Rozlind in her classroom at Kilbourn Elementary School
Rozlind Davis has been an essential presence at Kilbourn Elementary School in Milwaukee’s Westlawn Gardens Neighborhood for over 30 years. She began volunteering there as a parent of a 5-year-old student in 1990. Two years later, the school hired her and over time she became a paraprofessional, teaching everything from Kindergarten (K3) to 5th grade. Now, she serves in an essential role as a parent coordinator where she connects families to the resources they need, ultimately building a brighter future for our city.
Arguably, no one knows our families better than MPS’ 150 parent coordinators. Every MPS school provides a parent coordinator to work with families and ensure that they’re prepared for and supported through the school year, but the family needs at each school are different. At Kilbourn Elementary, Ms. Davis is especially dedicated to helping connect parents and students with basic needs. In her room, there are a few computers to help parents look for jobs and other community resources. “Maybe they might need food. Maybe they might need clothing or housing. Yesterday we had a meeting on financial literacy,” explained Davis.
Looking out for others begins the moment Ms. Davis arrives at work. “When I walk in in the morning, I say ‘good morning,’ or ‘Hey, how you doing?’ Something in me makes me want to make sure that other people are good.” As Ms. Davis gestures about the importance of spreading joy at her school, a colorful bracelet clinks. “A parent gave me this bracelet this morning. Sometimes you don’t even know you’re doing it,” she says. “That’s beautiful. You’re just being yourself.”
Creating that culture of positivity extends from school to community. Originally a native of upstate New York, Ms. Davis first arrived at Westlawn Gardens when she and her family received affordable housing within the original Westlawn neighborhood. While she and her family have long outgrown the need for affordable housing, she’s remained intentional about choosing a home in the same area, near the school. “I believe in community, so that’s why I’m still here,” stated Davis, who buys as much as she can from businesses right within her neighborhood—including gas from the local station and goods from local stores, in a one-woman effort to support the neighborhood economy.
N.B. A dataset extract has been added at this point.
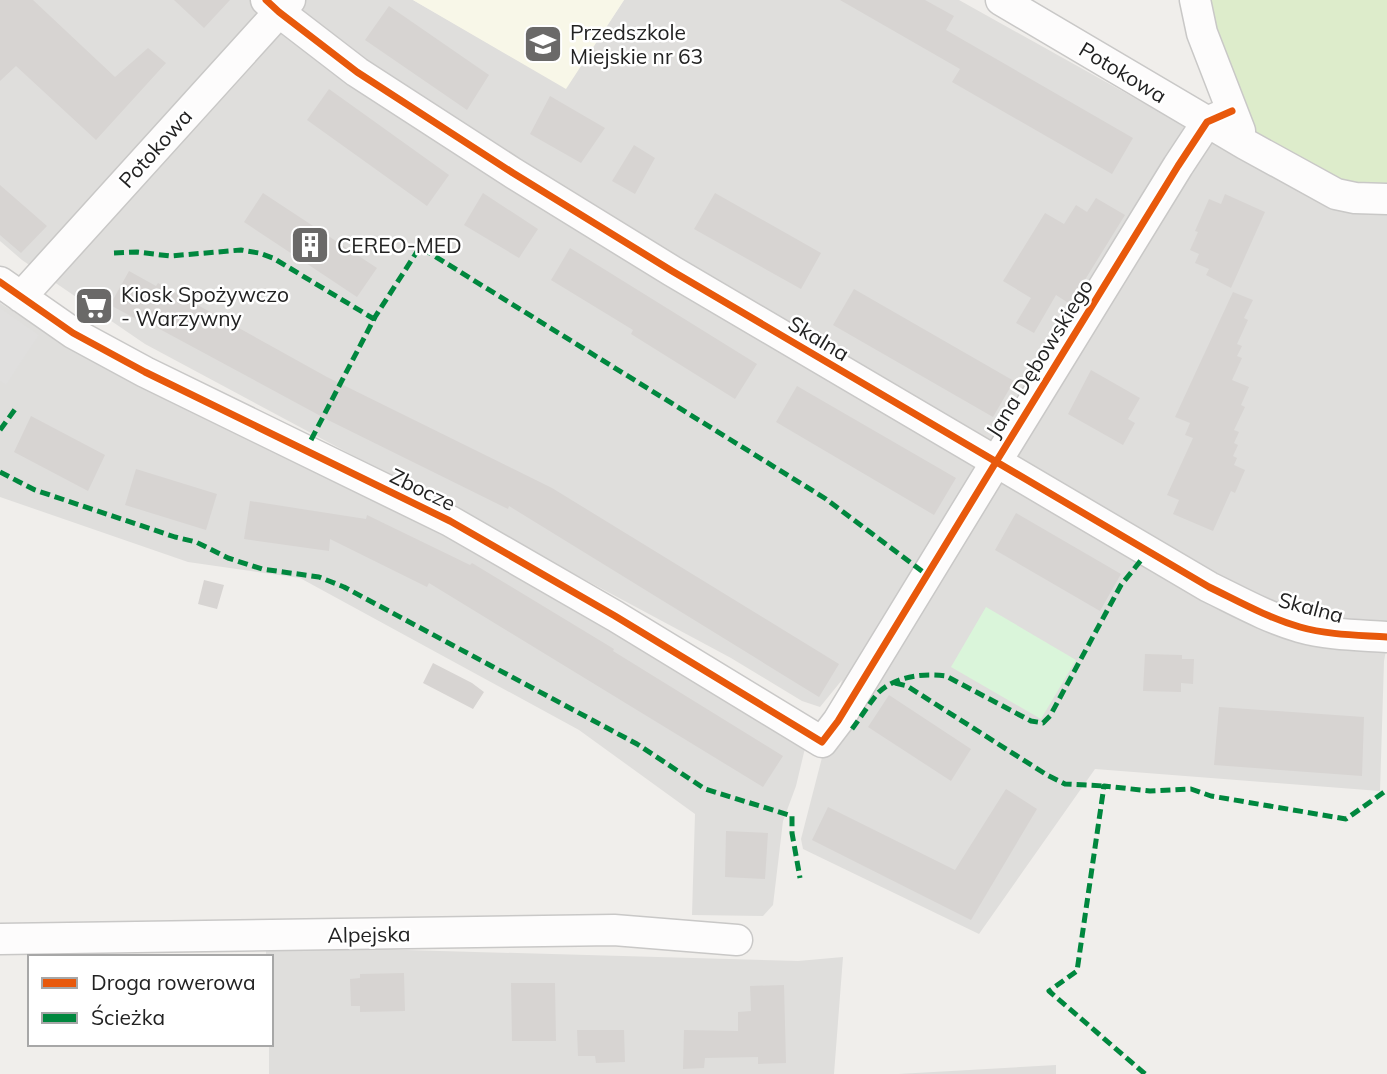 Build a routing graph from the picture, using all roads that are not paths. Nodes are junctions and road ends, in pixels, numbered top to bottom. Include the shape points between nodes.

And the community-minded generosity doesn’t stop with supporting local businesses. Like many of her colleagues at Kilbourn Elementary, Ms. Davis says she personally spends about $700 a year of her own money on buying supplies for students that the MPS budget and government-funded programs cannot cover, like clothes and hygiene items that many families have trouble buying themselves. Ms. Davis will even buy playground equipment to help students expend energy so they can focus more easily in class. “The district has a certain budget. But once that’s gone, it’s gone. It’s March and we don’t have a soccer ball anymore. You just need to replenish some of those things too,” explained Ms. Davis.
Often, it’s right in the morning greeting that Ms. Davis and her colleagues discover the missing needs for their kids to feel comfortable and prepared to learn. “That’s how we end up finding out what the need is. Like you’re upset because you didn’t get to eat breakfast, or you couldn’t do your homework because you didn’t have a pencil. They might not need anything. They might just need to just get something off their chest. You never know.”
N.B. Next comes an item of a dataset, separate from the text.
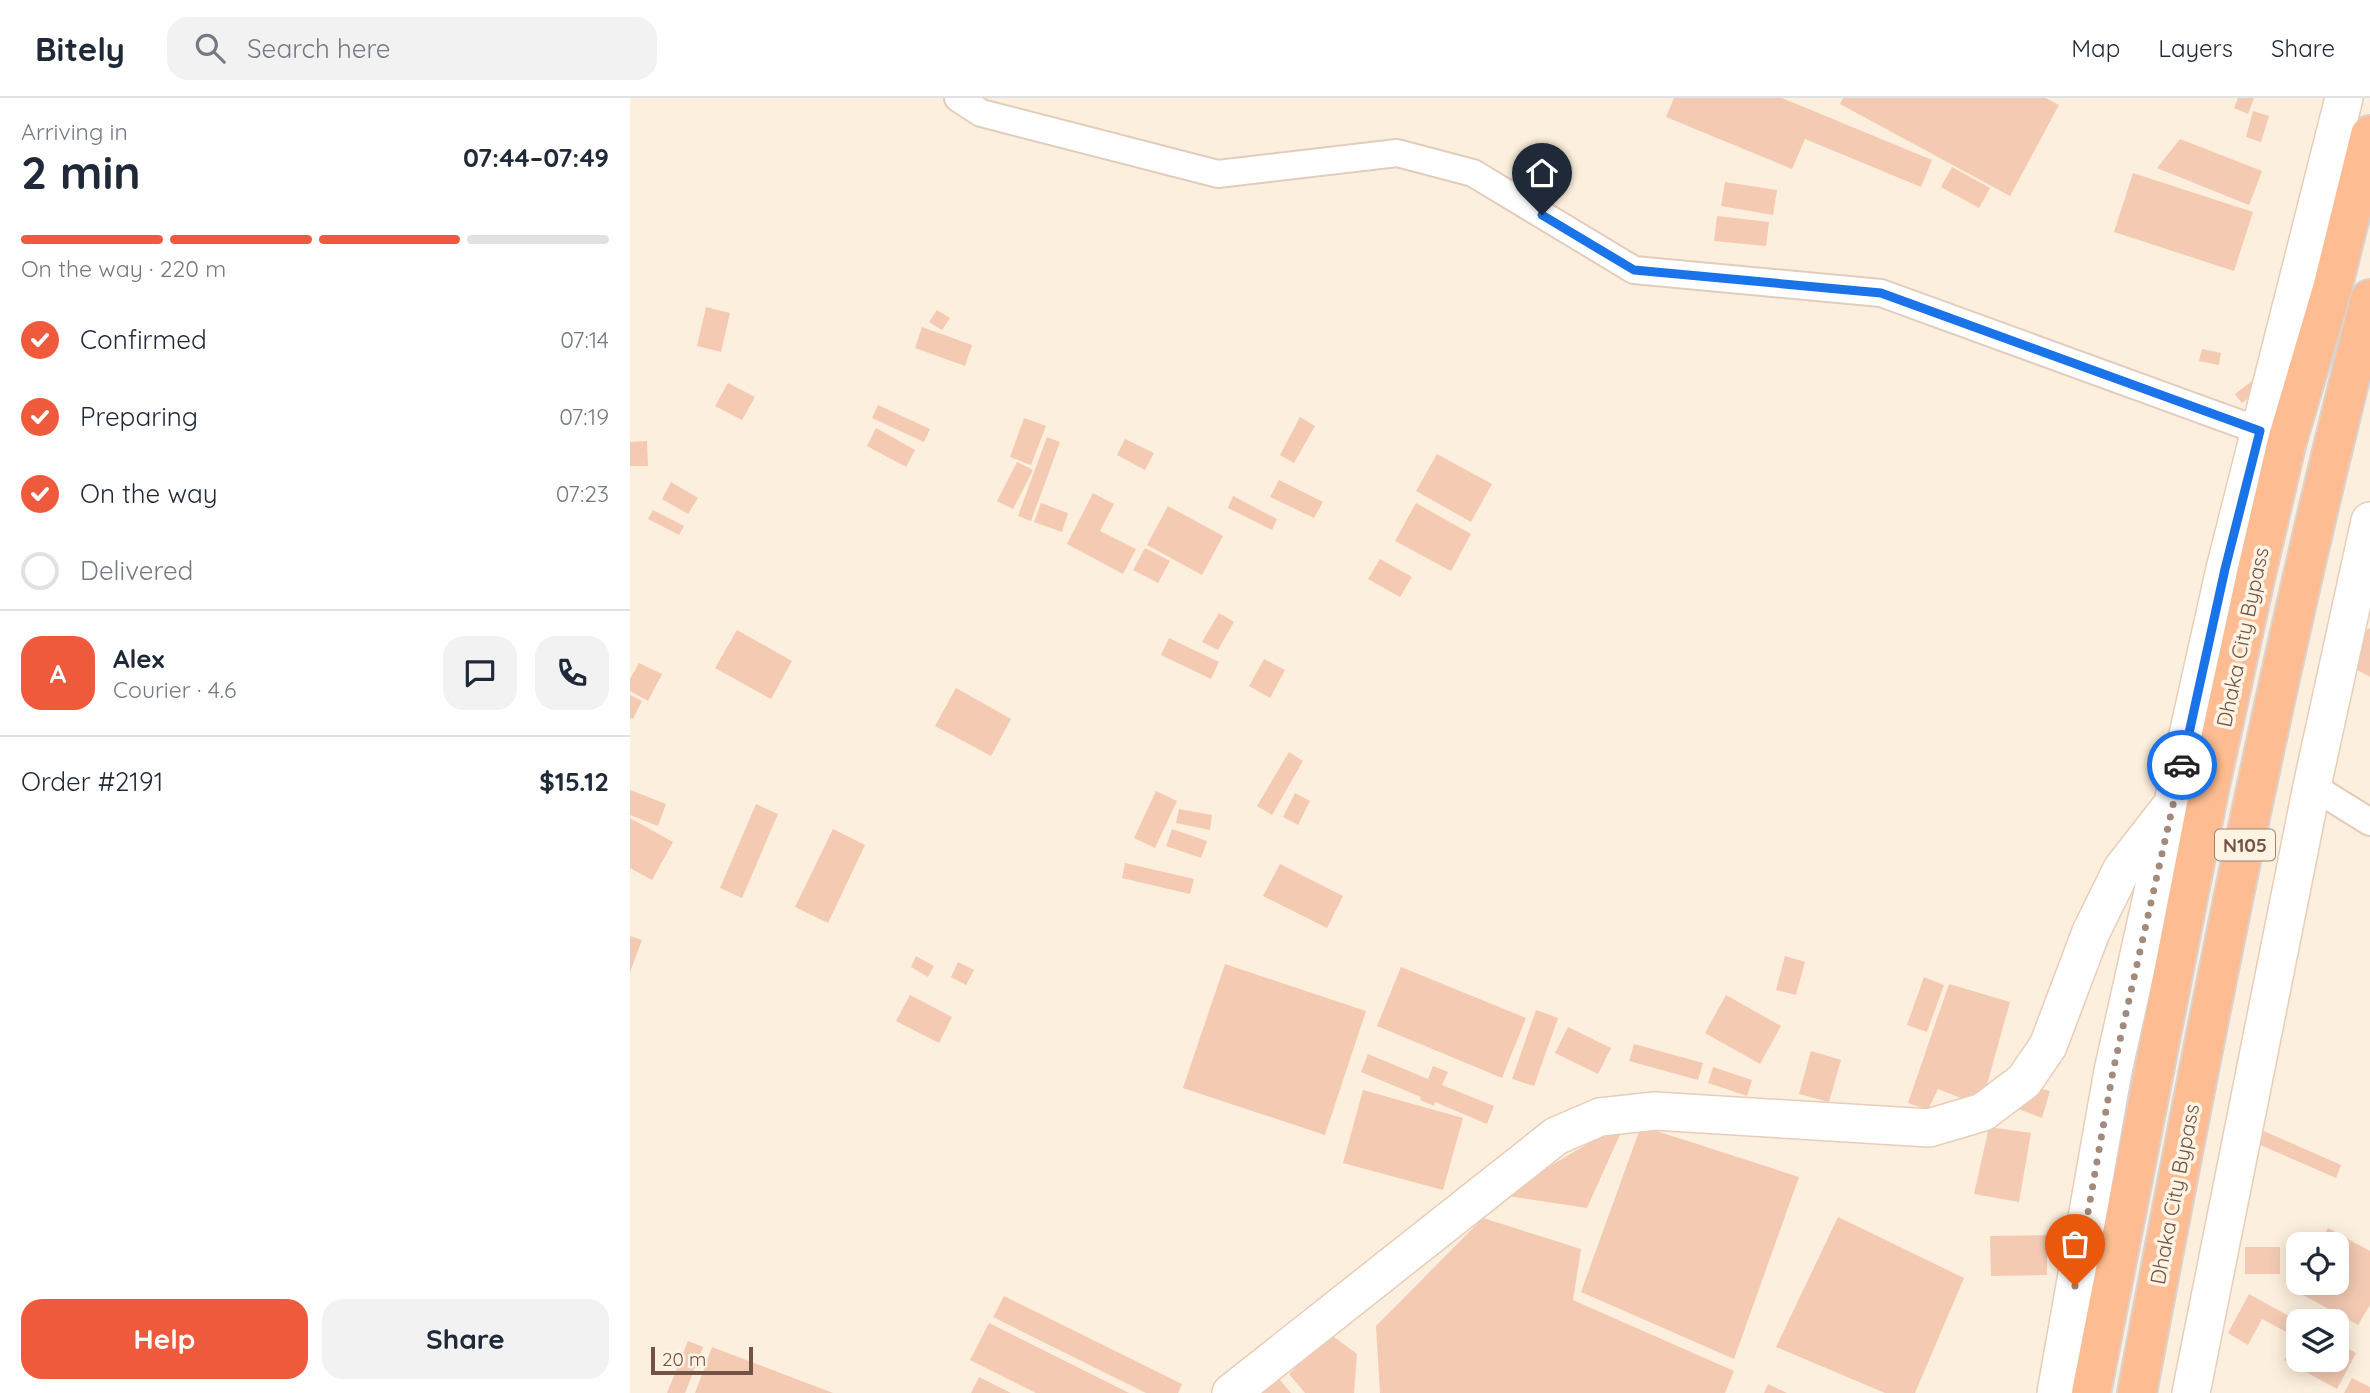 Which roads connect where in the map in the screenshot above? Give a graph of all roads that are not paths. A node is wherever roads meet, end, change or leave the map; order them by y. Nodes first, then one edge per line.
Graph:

Earlier in the week, two students came to school in shoes that were too small for them and were unable to focus due to the pain. Ms. Davis keeps a stockpile of donated items and extra things she and the staff buy. If there are no shoes in storage the right size for the child, she and the faculty often discuss who is already heading to the store that would be willing to make the purchase — as shoes are one example of items definitely outside of the usual school budget. Even books (which can be quite costly) are often purchased by teachers for the kids whose families can’t afford them.
In the city of Milwaukee, it’s not just Ms. Davis and the staff of Kilbourn Elementary who make personal purchases for their students. Currently, more than 90% of teachers pay for classroom supplies out of pocket. This unanimous need prompted the MPS Foundation to roll out its new Classroom Support Fund to help cover items outside the traditional MPS budget.
Having access to these funds will not only be a relief to school staff but will provide a more equitable education for many Milwaukee children. As Ms. Davis puts it, “I just want to see the best come out of anybody, any situation. We try to make them just as normal as anybody else, yes, make them feel comfortable.”
By having greater access to the things students need, these kids are not only less likely to fall behind, but it will level the playing field with more advantaged schools.
Ultimately, ensuring that baseline of comfort for our MPS kids will make all the difference in securing a better tomorrow for Milwaukee. “They’re going to be the future and we definitely want that to look bright if they’re going to be taking care of us later on. Some of them are going to be doctors, some of them are going to be lawyers, and some of them are going to be teaching. They are our future and I feel like if we pour into them, then they can give back to us in a different way,” said Davis.
This story is part of a series spotlighting individuals that the MPS Foundation had the honor of serving in 2023.